Friday, September 5, 2014

Commentary on the Children and Family Relationships Bill 2014


Pursuant to the publication of the General Scheme of a Children and Family Relationships Bill on the 30th January 2014, it is important to point out some of the unseen consequences which will arise should the bill be enacted in its present form We understand that the aim of the Bill 2014 is to ‘put in place a legal architecture to underpin diverse parenting situations and to provide legal clarity on parental rights and responsibilities in such situations’.

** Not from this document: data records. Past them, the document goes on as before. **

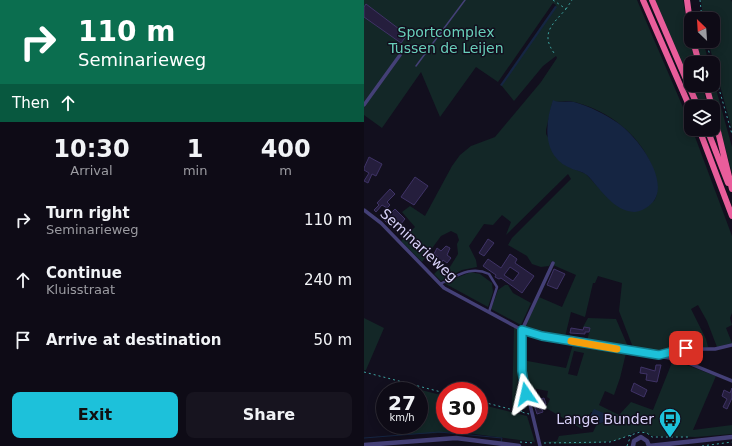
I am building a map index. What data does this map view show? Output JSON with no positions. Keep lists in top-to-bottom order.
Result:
{
  "streets": {
    "street": ["Seminarieweg"]
  },
  "parks": ["Sportcomplex Tussen de Leijen"],
  "places": {
    "bus stop": ["Lange Bunder"]
  },
  "north": "top left",
  "page": {
    "turn": ["110 m", "Seminarieweg"],
    "then": "Then",
    "eta": [
      "10:30",
      "Arrival",
      "1",
      "min",
      "400",
      "m"
    ],
    "list": [
      {
        "name": "Turn right",
        "note": "Seminarieweg",
        "value": "110 m"
      },
      {
        "name": "Continue",
        "note": "Kluisstraat",
        "value": "240 m"
      },
      {
        "name": "Arrive at destination",
        "value": "50 m"
      }
    ],
    "speed": "27 km/h",
    "limit": "30",
    "buttons": ["Exit", "Share"]
  }
}
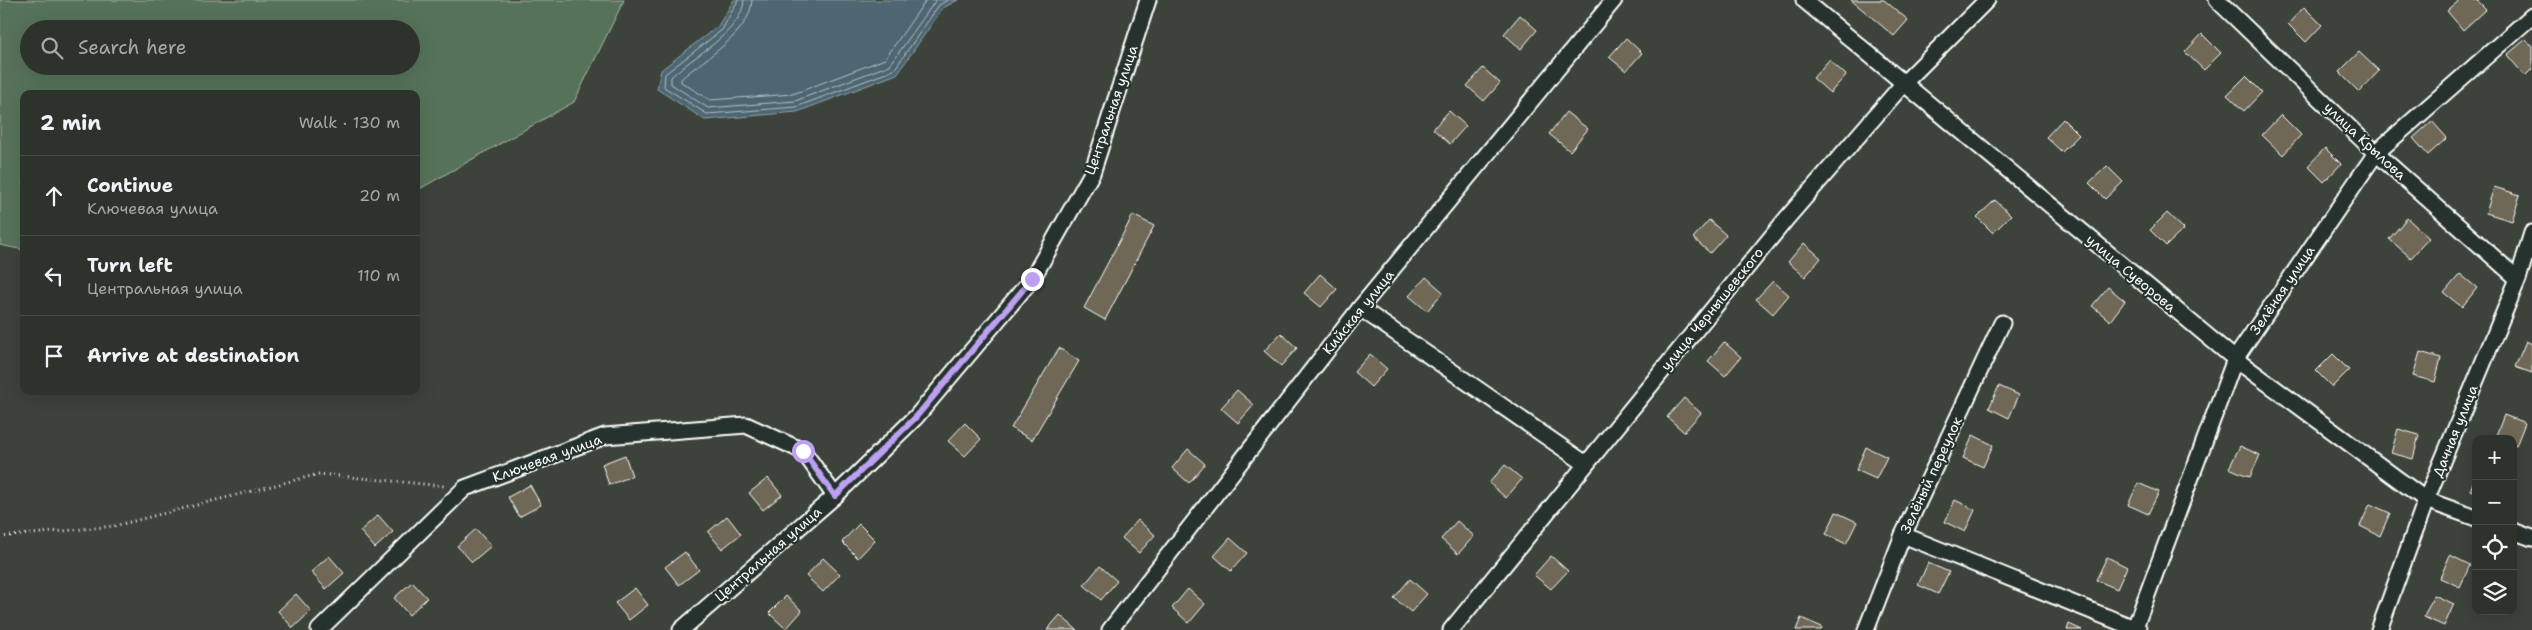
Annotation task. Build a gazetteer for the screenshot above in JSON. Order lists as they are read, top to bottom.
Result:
{
  "streets": {
    "street": [
      "Центральная улица",
      "улица Крылова",
      "улица Суворова",
      "Зелёная улица",
      "улица Чернышевского",
      "Кийская улица",
      "Дачная улица",
      "Ключевая улица",
      "Зелёный переулок"
    ]
  },
  "crossings": [
    ["Центральная улица", "Ключевая улица"],
    ["улица Крылова", "Зелёная улица"],
    ["улица Крылова", "Дачная улица"],
    ["улица Суворова", "Зелёная улица"],
    ["улица Суворова", "улица Чернышевского"],
    ["улица Суворова", "Дачная улица"]
  ],
  "page": {
    "search": "Search here",
    "heading": ["2 min", "Walk · 130 m"],
    "list": [
      ["Continue", "Ключевая улица", "20 m"],
      ["Turn left", "Центральная улица", "110 m"],
      "Arrive at destination"
    ],
    "map_buttons": ["+", "−"]
  }
}
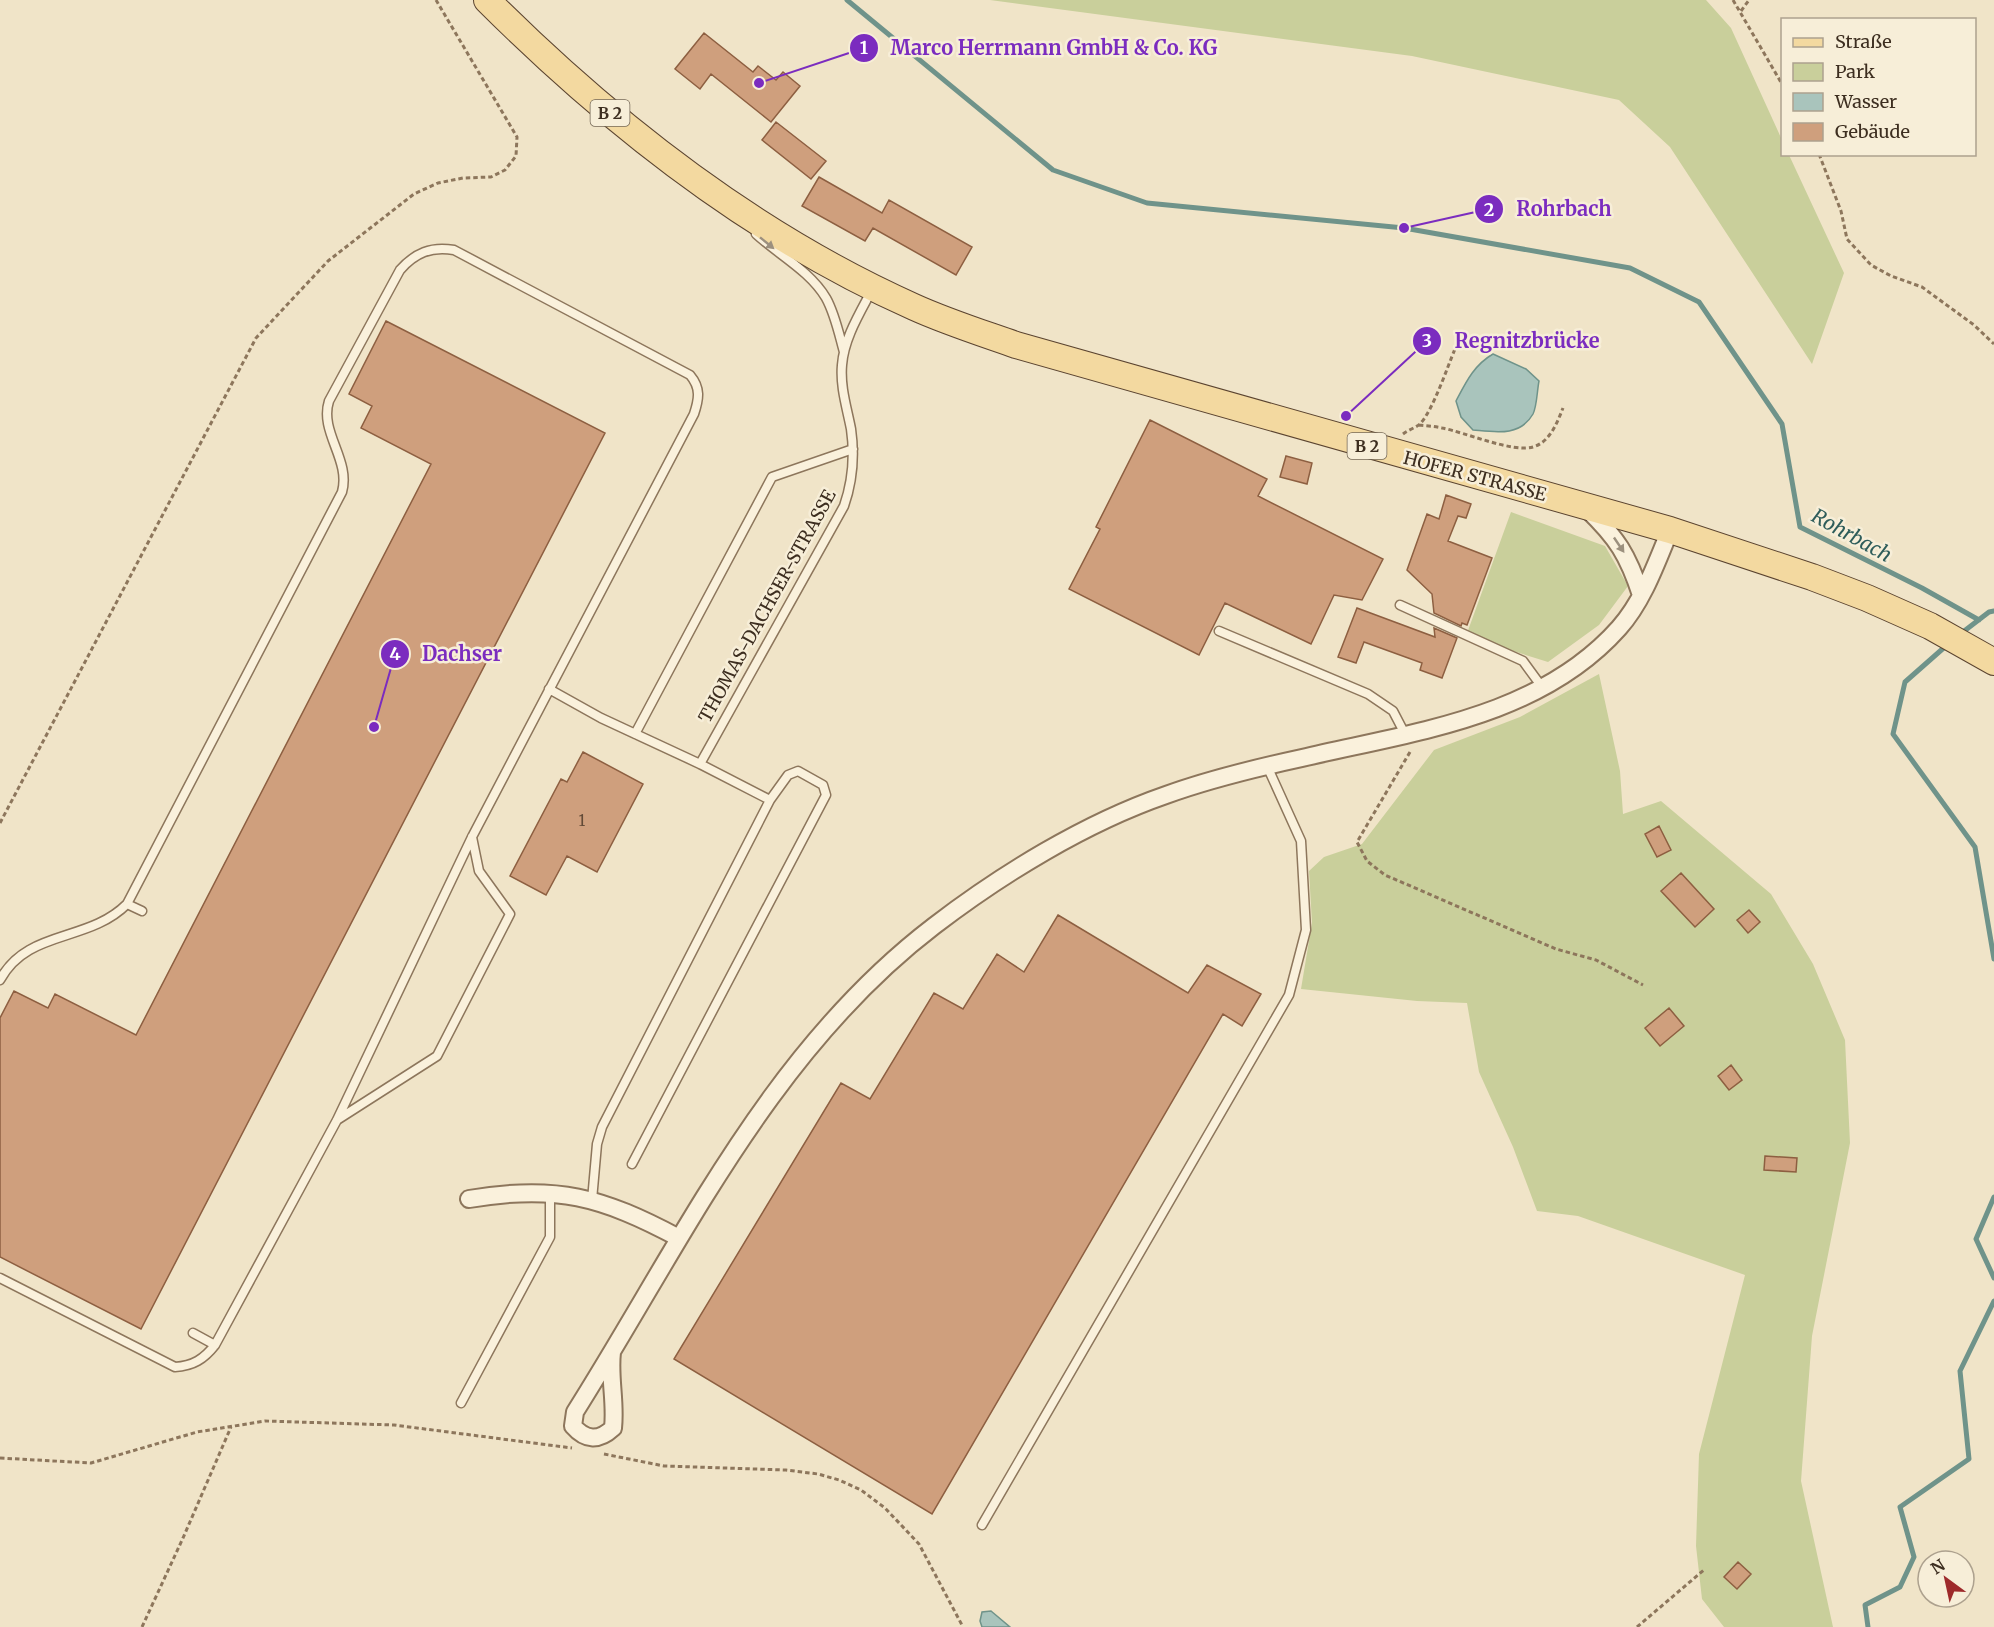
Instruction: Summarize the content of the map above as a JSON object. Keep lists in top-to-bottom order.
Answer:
{
  "streets": {
    "main road": ["B 2", "HOFER STRASSE"],
    "lane": ["THOMAS-DACHSER-STRASSE"]
  },
  "crossings": [
    ["B 2", "HOFER STRASSE"]
  ],
  "water": ["Rohrbach"],
  "places": [
    "Marco Herrmann GmbH & Co. KG",
    "Rohrbach",
    "Regnitzbrücke",
    "Dachser"
  ],
  "house_numbers": ["1"],
  "legend": [
    "Straße",
    "Park",
    "Wasser",
    "Gebäude"
  ],
  "north": "top left"
}
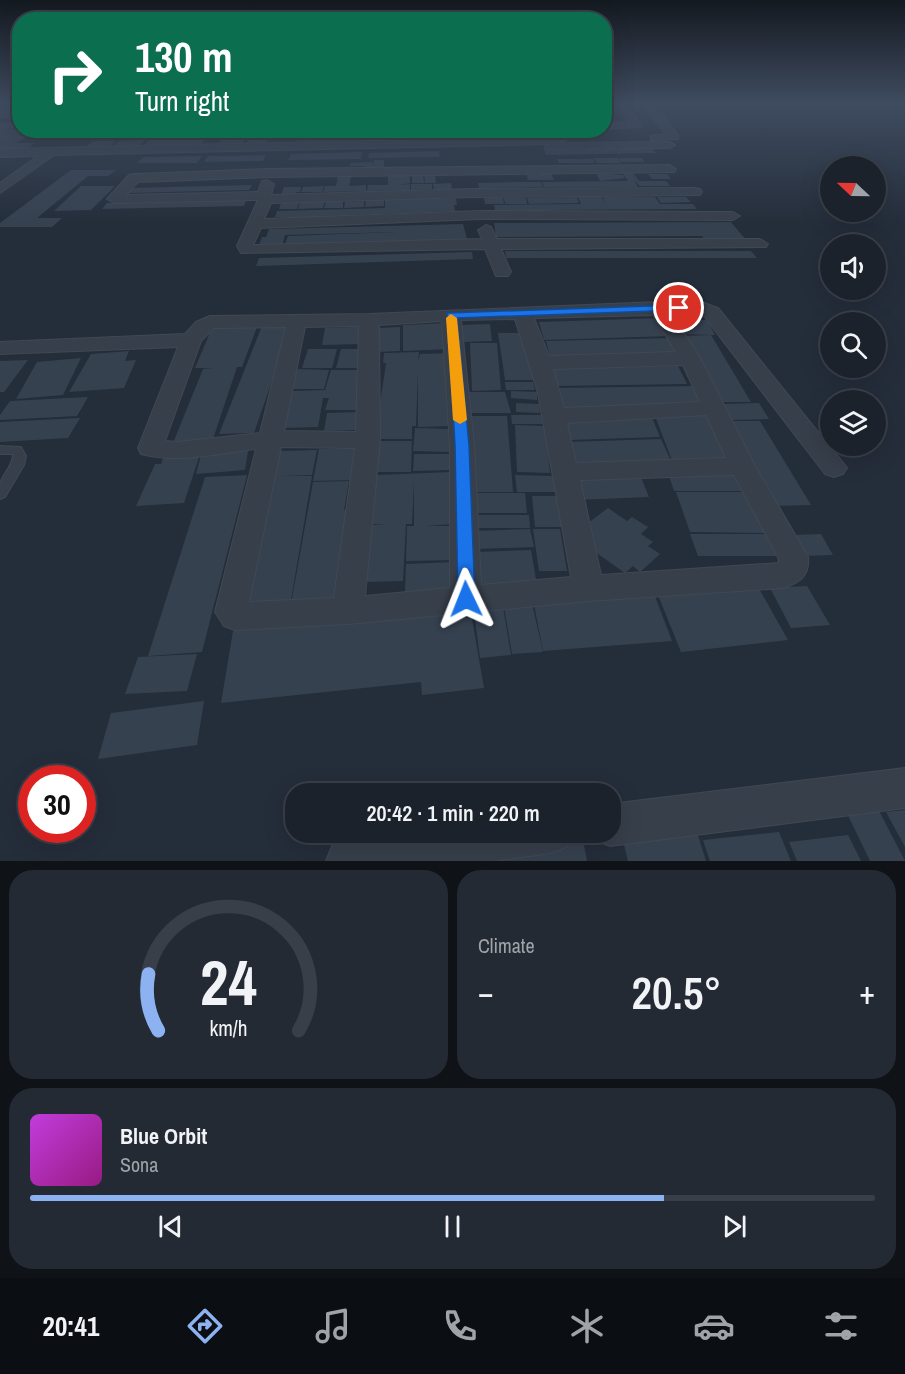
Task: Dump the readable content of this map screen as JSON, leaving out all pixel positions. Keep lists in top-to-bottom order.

The Bill known as ‘Shatter’s Bill’will serve neither children nor mothers, according to a press release by the Association for the Defense of the Family and Marriage ADFAM 
[Heads of the Children and Family Relationships Bill 2014]
·       The definition of ‘embryo’ indicates a profound lack of respect, and that of ‘parent’ ignores the fact that the Family according to Article 41.1.1° of the Constitution of Ireland has ‘inalienable and imprescriptible rights, antecedent and superior to all positive law’; and ignores the definition of ‘family’ given by Mrs Justice Susan Denham in McD. –v- L & anor (2009), point 62, where she says ‘Therefore arising from the Terms of the Constitution, “family” means a family based on marriage of a man and a woman.’ The Bill implies that biological parents can transfer such rights to commissioning parents in cases of surrogacy. [Part 1, Head 2: Interpretation (1)]
·       This Bill would discriminate between the biological father and the biological mother by persisting in the contested principle that the woman who gives birth is the legal mother. The birth mother in a surrogacy case would be the legal mother, and then the commissioning couples would become the legal parents. [Part 3: Head (10)]
·       This pre-empts the judgement of the Supreme Court on the appeal by the Government against the Abbott judgement [The High Court, March 5, 2013]. The Abbott judgement acknowledges the right of the genetic mother to be recognized as the legal mother. [Part 2, Parentage and Presumption of Paternity, Head 5: Parentage (2)]
·       The Bill ignores the evidence that children living in the care of non-marital couples, including same-sex couples, are 8 times more likely to be harmed than children living with married biological parents [Abuse, Neglect, Adoption and Foster Care Research, National Incidence Study of Child Abuse and Neglect (NIS-4), 2004-2009, March 2010, (Office of Planning, Research and Evaluation)]; and are 50 times more likely to die of injuries, than children residing with two biological parents [P. G. Schnitzer, ‘Child death resulting from inflicted injuries: household risk factors and perpetrator chararcteristics’, Pediatrics 116 (2005) 687-93.] [Part 3, Head 10: Parentage in cases of assisted reproduction other than surrogacy]
·       This Bill, in effect, would make a reproductive slave of the surrogate mother, and would embed the practice of IVF which, as ordinarily practised, relies on the foreseen wastage of 96% of human embryos conceived in vitro [i.e. ‘on glass’]. Surrogacy, as practised, frequently involves the deliberate abortion of one of the embryos conceived and implanted. A recent Chinese study has confirmed the strong link between abortion and breast cancer [‘A meta-analysis of the associaton between induced abortion and breast cancer risk among Chinese females’, Cancer Causes Control, November 24, 2013]. [Part 5, Surrogacy Arrangements: Heads 17 to 23]
Issued by the Alliance for the Defence of the Family and Marriage [ADFAM]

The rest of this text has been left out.